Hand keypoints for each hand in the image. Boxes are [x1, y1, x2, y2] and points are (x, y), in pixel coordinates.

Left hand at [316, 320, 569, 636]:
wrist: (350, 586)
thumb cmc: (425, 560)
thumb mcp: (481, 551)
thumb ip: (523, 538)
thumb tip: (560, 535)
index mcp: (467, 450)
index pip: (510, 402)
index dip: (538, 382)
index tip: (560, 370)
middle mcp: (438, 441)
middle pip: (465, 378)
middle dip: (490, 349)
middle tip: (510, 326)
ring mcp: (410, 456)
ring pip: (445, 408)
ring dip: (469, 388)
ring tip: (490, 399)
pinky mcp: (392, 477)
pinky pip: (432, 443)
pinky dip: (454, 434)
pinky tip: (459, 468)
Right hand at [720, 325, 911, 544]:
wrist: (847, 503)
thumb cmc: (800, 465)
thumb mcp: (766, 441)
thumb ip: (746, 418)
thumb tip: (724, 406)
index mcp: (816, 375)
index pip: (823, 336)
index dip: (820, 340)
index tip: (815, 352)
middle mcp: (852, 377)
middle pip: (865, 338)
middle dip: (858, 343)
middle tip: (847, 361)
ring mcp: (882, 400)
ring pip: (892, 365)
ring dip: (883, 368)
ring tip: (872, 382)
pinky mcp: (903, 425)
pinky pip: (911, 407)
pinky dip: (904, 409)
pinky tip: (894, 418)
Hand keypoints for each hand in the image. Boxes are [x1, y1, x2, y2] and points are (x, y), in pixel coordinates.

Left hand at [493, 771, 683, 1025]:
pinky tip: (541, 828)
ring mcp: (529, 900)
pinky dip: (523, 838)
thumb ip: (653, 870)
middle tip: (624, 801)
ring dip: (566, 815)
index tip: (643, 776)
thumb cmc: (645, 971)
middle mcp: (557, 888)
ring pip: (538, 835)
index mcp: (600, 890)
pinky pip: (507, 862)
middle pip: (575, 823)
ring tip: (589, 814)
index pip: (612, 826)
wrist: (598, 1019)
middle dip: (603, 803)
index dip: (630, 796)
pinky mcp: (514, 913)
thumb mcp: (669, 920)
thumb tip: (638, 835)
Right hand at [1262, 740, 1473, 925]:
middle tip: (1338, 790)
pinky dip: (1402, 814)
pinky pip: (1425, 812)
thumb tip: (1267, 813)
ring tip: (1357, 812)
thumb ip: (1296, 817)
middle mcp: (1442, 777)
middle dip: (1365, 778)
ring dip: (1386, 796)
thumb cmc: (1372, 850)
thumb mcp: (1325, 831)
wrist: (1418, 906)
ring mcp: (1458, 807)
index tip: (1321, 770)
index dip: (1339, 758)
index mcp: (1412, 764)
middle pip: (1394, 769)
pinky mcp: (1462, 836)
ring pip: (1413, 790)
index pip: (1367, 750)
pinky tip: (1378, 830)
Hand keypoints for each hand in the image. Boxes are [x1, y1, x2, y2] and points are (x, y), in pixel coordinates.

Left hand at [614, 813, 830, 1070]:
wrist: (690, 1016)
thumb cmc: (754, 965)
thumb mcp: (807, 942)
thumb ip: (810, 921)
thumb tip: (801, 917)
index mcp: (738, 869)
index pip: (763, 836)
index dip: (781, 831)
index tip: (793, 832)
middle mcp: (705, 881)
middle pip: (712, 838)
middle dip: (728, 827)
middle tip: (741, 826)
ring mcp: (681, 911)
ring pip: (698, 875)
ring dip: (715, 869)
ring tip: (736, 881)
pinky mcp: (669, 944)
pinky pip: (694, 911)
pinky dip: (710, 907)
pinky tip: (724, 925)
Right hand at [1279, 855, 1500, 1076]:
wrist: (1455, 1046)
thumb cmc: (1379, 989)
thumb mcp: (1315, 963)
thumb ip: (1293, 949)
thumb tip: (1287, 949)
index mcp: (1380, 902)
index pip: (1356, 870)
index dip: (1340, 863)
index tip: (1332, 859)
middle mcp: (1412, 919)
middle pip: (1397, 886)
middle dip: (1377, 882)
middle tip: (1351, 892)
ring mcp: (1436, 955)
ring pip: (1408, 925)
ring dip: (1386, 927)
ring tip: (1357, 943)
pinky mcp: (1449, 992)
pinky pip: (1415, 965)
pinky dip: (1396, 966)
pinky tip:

──────

**Work order:** Give back every entry above, complete and exact.

**Response box:**
Hand keypoints for each hand in the image. Boxes are [x1, y1, x2, y2] and points are (x, y), in pixel coordinates.

Left hand at [316, 320, 569, 636]:
wrist: (350, 586)
thumb cmc: (425, 560)
thumb mcp: (481, 551)
thumb ip: (523, 538)
thumb tip: (560, 535)
index mcp: (467, 450)
index pip: (510, 402)
index dip: (538, 382)
index tip: (560, 370)
middle mcp: (438, 441)
middle pip: (465, 378)
middle dip: (490, 349)
middle tip: (510, 326)
ring mcp: (410, 456)
ring pip: (445, 408)
ring dip: (469, 388)
ring tip: (490, 399)
pinky mcp: (392, 477)
pinky pip: (432, 443)
pinky dip: (454, 434)
pinky tip: (459, 468)
Right hand at [720, 325, 911, 544]:
wrist: (847, 503)
thumb cmc: (800, 465)
thumb mcp: (766, 441)
thumb ip: (746, 418)
thumb tip: (724, 406)
index mcp: (816, 375)
index pip: (823, 336)
index dip: (820, 340)
index tip: (815, 352)
middle mcp: (852, 377)
middle pip: (865, 338)
middle dip: (858, 343)
middle tip: (847, 361)
ring mcp: (882, 400)
ring pip: (892, 365)
ring dip: (883, 368)
ring tip: (872, 382)
pinky mcp: (903, 425)
pinky pip: (911, 407)
pinky dip: (904, 409)
pinky tip: (894, 418)
Hand keypoints for each hand in the image. Boxes are [x1, y1, x2, y2] and points are (x, y), in pixel coordinates.

Left hand at [493, 771, 683, 1025]:
pinky tip: (541, 828)
ring mcp: (529, 900)
pinky dip: (523, 838)
thumb ip: (653, 870)
middle tip: (624, 801)
ring dip: (566, 815)
index tip: (643, 776)
thumb cmc: (645, 971)
middle mcp: (557, 888)
ring pip: (538, 835)
index mcp: (600, 890)
pinky pip: (507, 862)
middle pip: (575, 823)
ring tip: (589, 814)
index pip: (612, 826)
wrist: (598, 1019)
middle dip: (603, 803)
index dip: (630, 796)
pinky mcp: (514, 913)
thumb mcp: (669, 920)
thumb tip: (638, 835)
Right hand at [1262, 740, 1473, 925]:
middle tip: (1338, 790)
pinky dip: (1402, 814)
pinky pip: (1425, 812)
thumb tip: (1267, 813)
ring tip: (1357, 812)
thumb ip: (1296, 817)
middle mcp: (1442, 777)
middle dip: (1365, 778)
ring dip: (1386, 796)
thumb cmc: (1372, 850)
thumb mcp: (1325, 831)
wrist: (1418, 906)
ring mcp: (1458, 807)
index tip: (1321, 770)
index dip: (1339, 758)
index mcp: (1412, 764)
middle pip: (1394, 769)
pinky mcp: (1462, 836)
ring pip: (1413, 790)
index pip: (1367, 750)
pinky tip: (1378, 830)
Hand keypoints for each hand in the image. Boxes are [x1, y1, x2, y2] and points are (x, y), in pixel coordinates.

Left hand at [614, 813, 830, 1070]:
wrist: (690, 1016)
thumb cmc: (754, 965)
thumb mcp: (807, 942)
thumb ip: (810, 921)
thumb tip: (801, 917)
index mcp: (738, 869)
index pip: (763, 836)
index dip: (781, 831)
index tip: (793, 832)
middle mcp: (705, 881)
middle pip: (712, 838)
middle dip: (728, 827)
middle tip: (741, 826)
ring mcp: (681, 911)
ring pip: (698, 875)
ring dip: (715, 869)
ring tip: (736, 881)
pinky mcp: (669, 944)
pinky pip: (694, 911)
pinky dip: (710, 907)
pinky tip: (724, 925)
Right hand at [1279, 855, 1500, 1076]:
wrist: (1455, 1046)
thumb cmc: (1379, 989)
thumb mcp: (1315, 963)
thumb ip: (1293, 949)
thumb tip: (1287, 949)
index mcp: (1380, 902)
index pip: (1356, 870)
index dip: (1340, 863)
index tip: (1332, 859)
middle mcp: (1412, 919)
middle pip: (1397, 886)
middle dip: (1377, 882)
middle tip: (1351, 892)
ring mcp: (1436, 955)
ring pip: (1408, 925)
ring dip: (1386, 927)
ring tip: (1357, 943)
pinky mcp: (1449, 992)
pinky pip: (1415, 965)
pinky dip: (1396, 966)
pinky tip:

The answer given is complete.